Молодой человек ждал, пока консул отдаст причитающиеся ему огромные деньги — проигранное пари. Помпей отгадал мысли эдила и нахмурился.
— Я, пожалуй, пришлю к тебе человека — он принесет выигрыш. Не стоит стоять здесь, словно курица с золотым яйцом.
Юлий, тут же согласившись, кивнул. Несмотря на видимость дружелюбия, любой обмен репликами в ложе напоминал бескровную дуэль: каждый старался унизить собеседника.
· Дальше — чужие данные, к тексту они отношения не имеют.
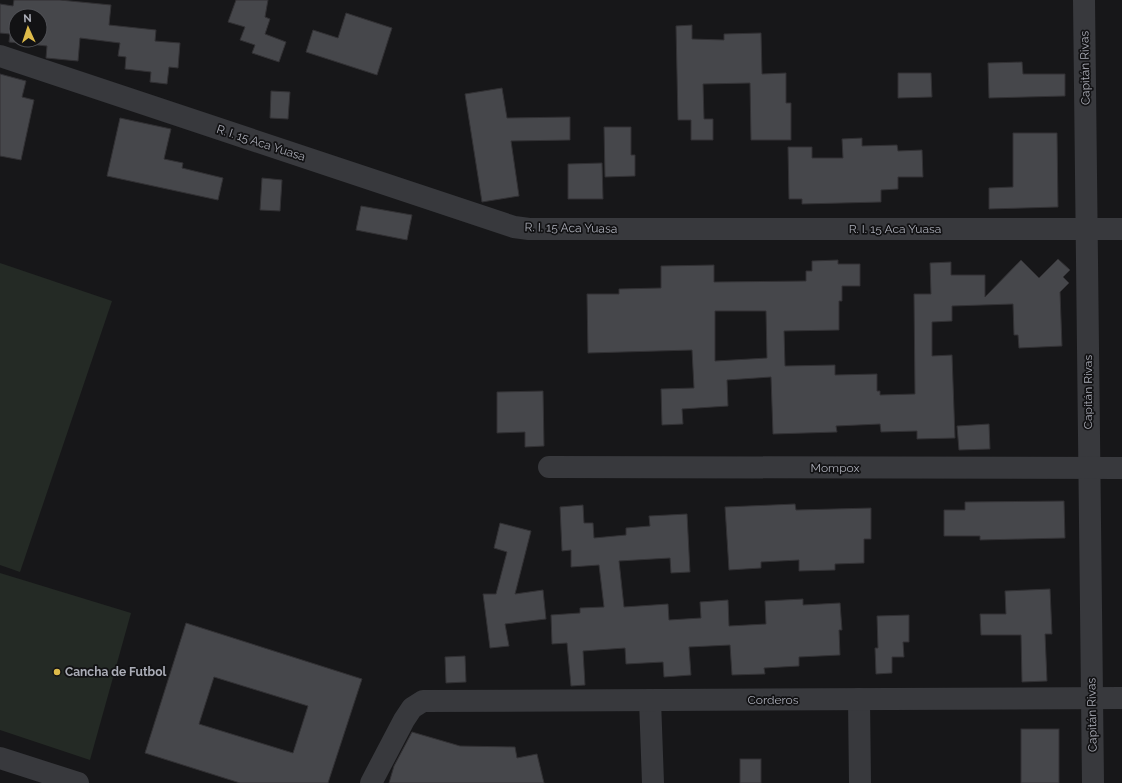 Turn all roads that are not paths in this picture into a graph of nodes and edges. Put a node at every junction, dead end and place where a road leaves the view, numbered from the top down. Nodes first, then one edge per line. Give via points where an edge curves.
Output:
1 (1084, 0) edge
2 (0, 56) edge
3 (1122, 229) edge
4 (1087, 230) junction
5 (549, 467) dead end
6 (1089, 468) junction
7 (1122, 468) edge
8 (1092, 698) junction
9 (1122, 698) edge
10 (859, 699) junction
11 (650, 700) junction
12 (0, 758) edge
13 (78, 783) edge
14 (371, 783) edge
15 (653, 783) edge
16 (860, 783) edge
17 (1093, 783) edge

1 - 4 street, Capitán Rivas
2 - 4 street, R. I. 15 Aca Yuasa via 514,227
3 - 4 street, R. I. 15 Aca Yuasa
4 - 6 street, Capitán Rivas
5 - 6 street, Mompox
6 - 7 street, Mompox
6 - 8 street, Capitán Rivas
8 - 9 street, Corderos
8 - 10 street, Corderos
8 - 17 street, Capitán Rivas
10 - 11 street, Corderos
10 - 16 street
11 - 14 street, Corderos via 423,701 412,708 404,720
11 - 15 street
12 - 13 street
Хорошо, что уже сегодня вечером все это закончится. Надоело!
— Конечно, конечно, консул. До вечернего тура я буду в доме у Яникула.
Помпей прищурился. Он не ожидал, что придется отдавать такую крупную сумму, да вдобавок так быстро. Но все сидящие в ложе смотрели на него с повышенным вниманием, а на губах Красса играла гадкая, ехидная усмешка. Помпей мысленно выругался. Теперь придется отдать выигранное в предыдущих турах — все пропало. Наверное, лишь Красс смог бы заплатить столько золота сразу. Хищник, конечно, тихо радуется той единственной монете, которую выиграл сам, сделав ставку на Брута.
— Отлично, — заключил Помпей, не желая конкретно договариваться о времени доставки денег. Даже со всеми выигрышами нужная сумма набиралась с большим трудом. Но у Красса он денег больше не попросит — скорее Рим сгорит дотла! — Ну, тогда до вечера, господа. Сервилия, мое почтение. —
Едва консул скрылся из виду, Цезарь расплылся в довольной улыбке. Пять тысяч! Всего лишь одно пари, и его избирательная кампания снова на плаву.
— Люблю этот город, — произнес он вслух.
Светоний встал и вслед за отцом направился к выходу. Вежливость заставила молодого человека пробормотать какую-то истертую любезность, однако лицо его выражало совершенно противоположные чувства. Бибул поднялся следом за другом и тоже пробормотал какие-то слова благодарности.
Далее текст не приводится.